Irv Weissman to step down as director of institute

Over $15 million raised to establish Director’s Fund for successor


October 1, 2021

By Christopher Vaughan

Irv Weissman, MD has announced that he will step down as director of the Stanford Institute for Stem Cell Biology and Regenerative Medicine after 17 years at the institute’s helm. Dean Lloyd B. Minor, MD, has convened a stellar committee to conduct a worldwide search for Weissman’s replacement, and a Scientific Advisory Board of renowned stem cell scientists has been assembled to offer their perspectives about what kind of director the institute needs to build on the outstanding successes that Weissman has overseen. Although Weissman will step down as leader of the institute, he will continue to be an active member of the Stanford faculty and will continue pursuing research in his own laboratory.

“Whenever you hear that an academic leader of an entity is stepping down to (take your choice) a: spend more time with family, or b: devote more attention to his/her research, the real reason is usually that he/she got canned for something unmentionable,”  Weissman joked. “But in this case, I really am stepping down to devote more attention to my stem cell research and its clinical translation, starting with novel approaches to treat women with metastatic breast cancer with curative intent.”

Weissman has been director of the Institute for Stem Cell Biology and Regenerative Medicine since it was first established in 2004 as one of five new institutes created by Philip Pizzo, MD, then dean of School of Medicine. The institutes were created as entities in which multiple disciplines and fields could interact to promote the generation of new knowledge and the translation of those ideas into clinical treatments. 

Over nearly two decades, Weissman has brought together outstanding scientists who have performed stem cell transplantation, gene editing, and treatment of precancerous clonal stem cell diseases. Members of the institute have dramatically improved our understanding of the epigenetic events underlying stem cell self-renewal. And they have provided targets for cancer therapies and possibly other systems of pathogenic clones in the brain, arteries, and fibrotic organs. 

Under Weissman’s directorship, the institute also created–and currently oversees–an interdisciplinary graduate program in stem cell biology and regenerative medicine. This was the first graduate program in the US dedicated exclusively to stem cell science, which stood apart from programs that grew out of departments of developmental biology. 

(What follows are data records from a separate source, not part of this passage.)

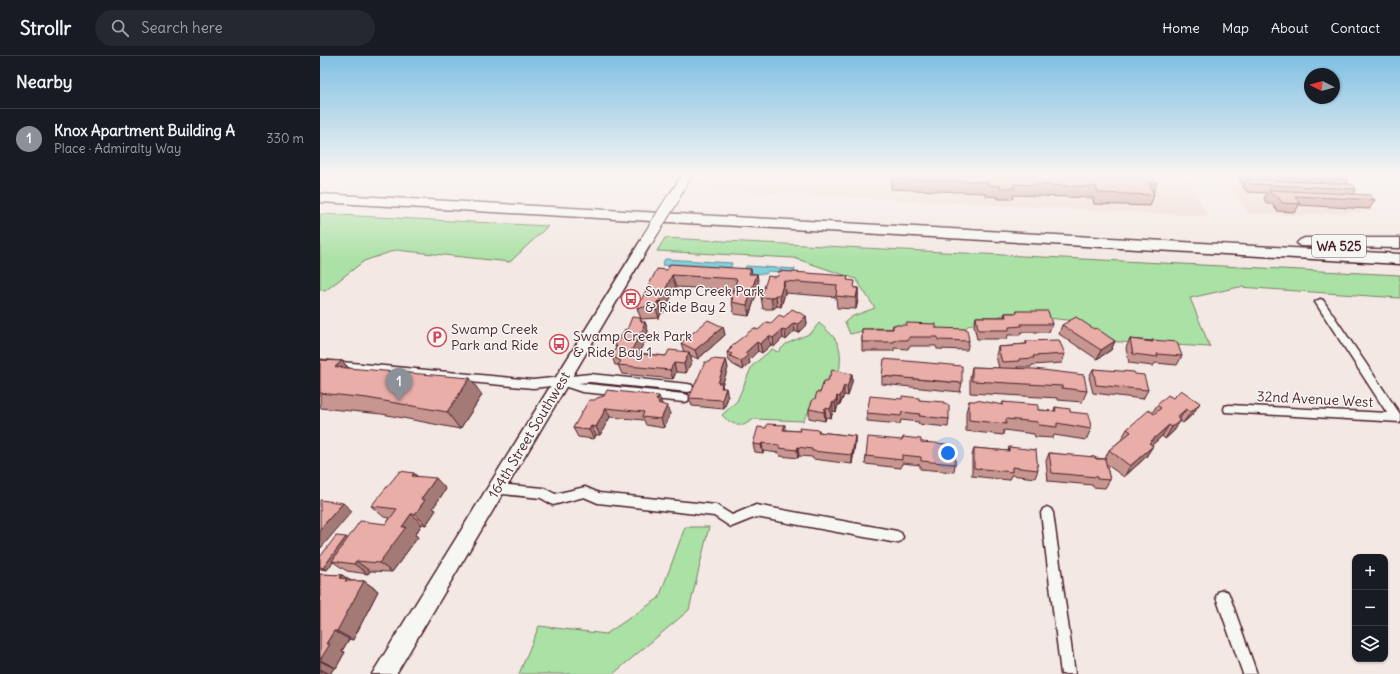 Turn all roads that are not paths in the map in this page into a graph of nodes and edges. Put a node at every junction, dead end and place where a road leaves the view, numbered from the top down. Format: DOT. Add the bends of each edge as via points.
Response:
graph roads {
  1 [pos="423,204"];
  2 [pos="561,204"];
  3 [pos="669,204"];
  4 [pos="1277,242"];
  5 [pos="1400,243"];
  6 [pos="1400,250"];
  7 [pos="1400,259"];
  8 [pos="1320,302"];
  9 [pos="320,364"];
  10 [pos="561,382"];
  11 [pos="688,388"];
  12 [pos="684,398"];
  13 [pos="1229,409"];
  14 [pos="1398,417"];
  15 [pos="496,489"];
  16 [pos="1047,513"];
  17 [pos="898,537"];
  18 [pos="1223,597"];
  19 [pos="383,674"];
  20 [pos="1068,674"];
  21 [pos="1250,674"];
  1 -- 7 [label="highway, WA 525"];
  2 -- 4 [label="highway, WA 525"];
  3 -- 10 [label="main road, 164th Street Southwest, bridge"];
  4 -- 5 [label="highway"];
  4 -- 6 [label="highway, WA 525"];
  8 -- 14 [label="street"];
  9 -- 10 [label="street" via="533,384"];
  10 -- 11 [label="street" via="590,378"];
  10 -- 12 [label="street" via="582,388"];
  10 -- 15 [label="main road, 164th Street Southwest"];
  13 -- 14 [label="street, 32nd Avenue West"];
  15 -- 17 [label="street" via="544,493 553,500 585,492 598,498 716,510 731,521 756,511"];
  15 -- 19 [label="main road, 164th Street Southwest"];
  16 -- 20 [label="street"];
  18 -- 21 [label="street"];
}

Moving forward, the institute’s paramount objective will be to advance the research, training, and clinical translation of stem cell science that began under Weissman’s dedicated leadership and has come to define the institute to this day. Finding the best person to carry on and expand upon what Weissman began will be key to the continued success of stem cell science and regenerative medicine at Stanford.

A significant part of the recruitment effort will be gathering the critical funding to enable the new director to pursue the institute’s many priorities and opportunities. To this end, the Office of Medical Center Development is raising a Director’s Fund in Weissman’s honor to help attract the most exceptionally qualified candidates internationally. Thus far, over $15 million has been raised from five donors, including most recently Irv Weissman himself. So inspired were Irv and wife Ann Tsukamoto-Weissman, PhD by the generosity of the other four donors that they have given $10,000,000 toward the Director’s Fund.

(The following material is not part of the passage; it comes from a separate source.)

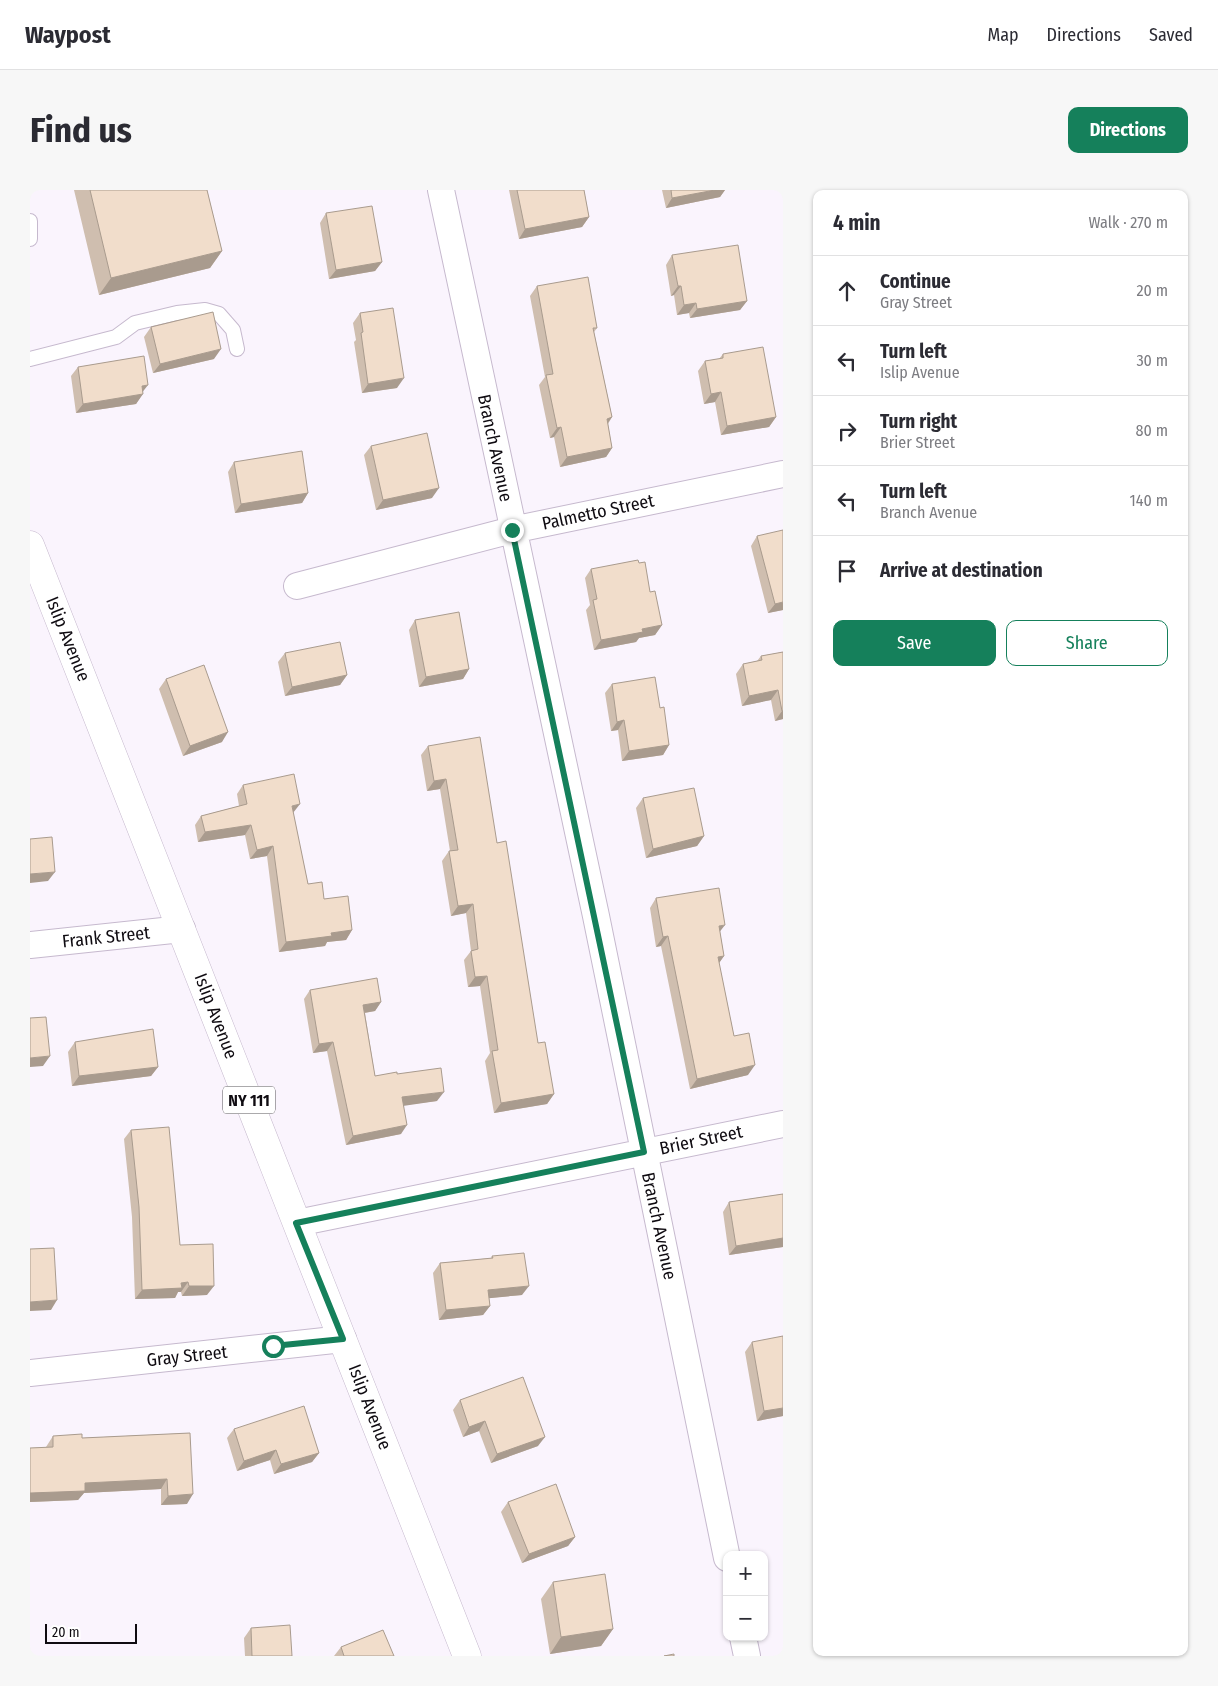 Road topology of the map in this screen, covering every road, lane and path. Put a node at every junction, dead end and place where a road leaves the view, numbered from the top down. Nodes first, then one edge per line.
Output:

“We’re incredibly honored by the support of our institute friends to help facilitate a highly competitive recruitment for our new director and excited to contribute ourselves to help ensure the institute’s future success,” Weissman said.

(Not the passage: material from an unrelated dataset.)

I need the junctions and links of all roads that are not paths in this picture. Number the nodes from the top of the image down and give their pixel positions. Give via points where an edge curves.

Senior Associate Director of Development Christine Bauer emphasized the hope that this initial funding should be the nucleus for more donations.  “Irv is an important father of the field of stem cell biology and regenerative biology, and an incomparable visionary leader and mentor to many who are now in industry and or have leadership roles in academia around the world,” she said. “We hope institute friends and alumni will be eager to step forward and participate in honoring Irv in this way,” Bauer said.